What lines of the data below hold "ring"? Show them.

▶ [Task material]:

*** Begin section ***

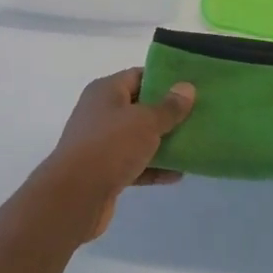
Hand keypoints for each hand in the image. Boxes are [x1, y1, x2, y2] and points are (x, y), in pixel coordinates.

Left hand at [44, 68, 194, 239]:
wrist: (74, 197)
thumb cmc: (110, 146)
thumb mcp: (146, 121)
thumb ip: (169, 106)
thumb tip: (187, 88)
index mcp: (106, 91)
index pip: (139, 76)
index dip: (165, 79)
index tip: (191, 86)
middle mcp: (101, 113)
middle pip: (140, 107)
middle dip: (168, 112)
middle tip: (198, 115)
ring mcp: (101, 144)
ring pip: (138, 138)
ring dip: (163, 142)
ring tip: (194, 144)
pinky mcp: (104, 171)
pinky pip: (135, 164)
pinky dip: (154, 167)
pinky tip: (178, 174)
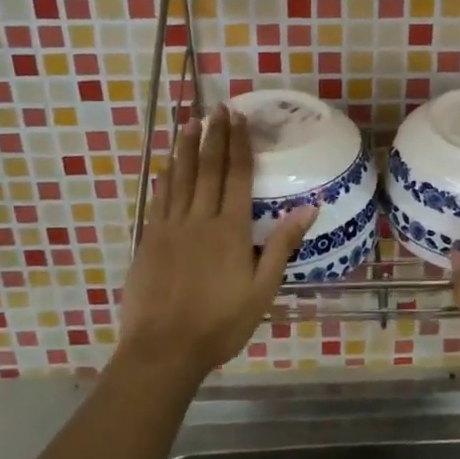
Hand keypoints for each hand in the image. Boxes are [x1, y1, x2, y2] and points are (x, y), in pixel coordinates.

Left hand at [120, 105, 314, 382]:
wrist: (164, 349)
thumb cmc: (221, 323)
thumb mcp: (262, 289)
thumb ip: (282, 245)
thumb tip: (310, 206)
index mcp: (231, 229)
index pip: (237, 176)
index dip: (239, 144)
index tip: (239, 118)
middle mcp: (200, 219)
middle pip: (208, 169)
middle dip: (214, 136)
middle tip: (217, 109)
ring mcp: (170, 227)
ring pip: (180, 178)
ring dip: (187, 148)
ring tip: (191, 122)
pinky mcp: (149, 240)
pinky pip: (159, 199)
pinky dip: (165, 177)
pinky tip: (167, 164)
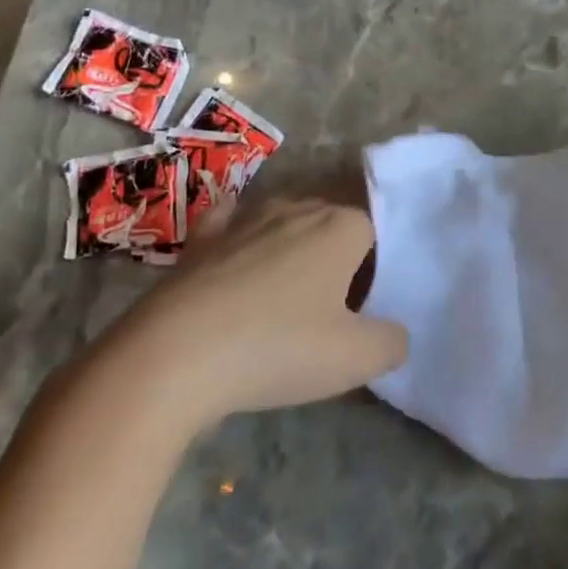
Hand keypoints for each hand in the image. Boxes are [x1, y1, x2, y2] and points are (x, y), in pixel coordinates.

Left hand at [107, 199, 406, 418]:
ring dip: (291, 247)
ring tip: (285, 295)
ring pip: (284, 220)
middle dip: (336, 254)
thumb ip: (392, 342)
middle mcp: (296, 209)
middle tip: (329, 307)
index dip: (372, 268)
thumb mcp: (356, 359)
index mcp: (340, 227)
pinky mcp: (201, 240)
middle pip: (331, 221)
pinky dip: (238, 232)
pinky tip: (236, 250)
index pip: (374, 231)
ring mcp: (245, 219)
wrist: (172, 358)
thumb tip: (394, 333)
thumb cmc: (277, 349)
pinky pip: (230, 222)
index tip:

*** End section ***

▶ [Written solution]:
ring mcp: (101, 144)
ring pip: (138, 138)
ring dip: (163, 142)
ring tip: (194, 144)
ring mcp: (170, 227)
ring pip: (180, 178)
ring dip: (187, 148)
ring tip: (191, 122)
ring dip: (291, 247)
ring tip: (285, 295)
ring pip: (284, 220)
ring mcp: (245, 219)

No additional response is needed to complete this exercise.